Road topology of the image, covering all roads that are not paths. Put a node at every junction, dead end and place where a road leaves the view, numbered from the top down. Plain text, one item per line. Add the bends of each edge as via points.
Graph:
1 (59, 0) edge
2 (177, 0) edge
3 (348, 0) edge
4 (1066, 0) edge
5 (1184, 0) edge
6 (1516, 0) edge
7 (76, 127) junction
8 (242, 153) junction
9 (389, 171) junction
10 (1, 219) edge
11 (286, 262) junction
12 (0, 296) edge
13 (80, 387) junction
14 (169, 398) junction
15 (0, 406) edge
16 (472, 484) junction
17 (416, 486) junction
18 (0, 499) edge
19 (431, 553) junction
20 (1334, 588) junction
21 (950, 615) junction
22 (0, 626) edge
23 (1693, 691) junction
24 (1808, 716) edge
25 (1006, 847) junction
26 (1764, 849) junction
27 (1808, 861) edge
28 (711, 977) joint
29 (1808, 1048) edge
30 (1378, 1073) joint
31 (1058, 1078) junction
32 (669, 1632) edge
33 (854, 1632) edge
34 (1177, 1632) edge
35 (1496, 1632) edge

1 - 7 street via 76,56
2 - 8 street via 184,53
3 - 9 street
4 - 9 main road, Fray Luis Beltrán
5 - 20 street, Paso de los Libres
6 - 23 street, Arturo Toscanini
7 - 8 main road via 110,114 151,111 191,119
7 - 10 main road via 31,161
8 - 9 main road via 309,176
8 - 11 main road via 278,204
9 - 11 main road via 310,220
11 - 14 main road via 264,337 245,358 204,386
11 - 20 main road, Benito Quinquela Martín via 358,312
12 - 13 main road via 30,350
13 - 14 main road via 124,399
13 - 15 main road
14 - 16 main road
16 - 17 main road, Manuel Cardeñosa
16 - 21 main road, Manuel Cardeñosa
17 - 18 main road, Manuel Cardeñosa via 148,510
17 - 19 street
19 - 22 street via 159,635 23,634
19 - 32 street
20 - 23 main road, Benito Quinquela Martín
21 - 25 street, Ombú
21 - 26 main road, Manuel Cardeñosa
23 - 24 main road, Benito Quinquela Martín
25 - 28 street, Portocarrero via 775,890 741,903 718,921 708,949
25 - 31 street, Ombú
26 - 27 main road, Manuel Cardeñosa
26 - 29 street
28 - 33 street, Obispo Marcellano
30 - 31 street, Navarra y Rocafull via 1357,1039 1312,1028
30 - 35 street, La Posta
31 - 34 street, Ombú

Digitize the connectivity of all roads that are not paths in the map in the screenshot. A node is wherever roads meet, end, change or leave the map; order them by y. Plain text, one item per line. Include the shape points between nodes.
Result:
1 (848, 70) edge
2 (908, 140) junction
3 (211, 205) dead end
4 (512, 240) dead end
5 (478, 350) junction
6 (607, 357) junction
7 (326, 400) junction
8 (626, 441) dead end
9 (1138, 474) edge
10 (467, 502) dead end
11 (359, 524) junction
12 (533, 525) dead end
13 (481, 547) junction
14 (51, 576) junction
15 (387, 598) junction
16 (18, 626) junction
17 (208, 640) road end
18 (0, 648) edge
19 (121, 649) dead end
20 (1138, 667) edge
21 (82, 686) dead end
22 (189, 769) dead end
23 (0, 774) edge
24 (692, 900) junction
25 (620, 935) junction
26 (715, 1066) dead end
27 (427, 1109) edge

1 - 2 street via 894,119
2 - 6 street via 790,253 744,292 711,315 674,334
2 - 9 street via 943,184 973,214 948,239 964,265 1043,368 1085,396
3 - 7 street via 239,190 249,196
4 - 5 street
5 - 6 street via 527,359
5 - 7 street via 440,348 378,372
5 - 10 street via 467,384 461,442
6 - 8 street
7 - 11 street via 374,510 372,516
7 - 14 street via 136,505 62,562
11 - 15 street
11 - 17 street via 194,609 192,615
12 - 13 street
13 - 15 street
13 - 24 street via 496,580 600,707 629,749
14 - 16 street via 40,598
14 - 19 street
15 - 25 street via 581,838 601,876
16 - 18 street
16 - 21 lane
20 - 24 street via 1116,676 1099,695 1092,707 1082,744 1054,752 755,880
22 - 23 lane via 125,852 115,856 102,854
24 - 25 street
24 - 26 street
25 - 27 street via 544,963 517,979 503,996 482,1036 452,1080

________________________________________

Check how many lines in the entries contain "lane", and reply with that number alone.

◆ Exercise answer: 2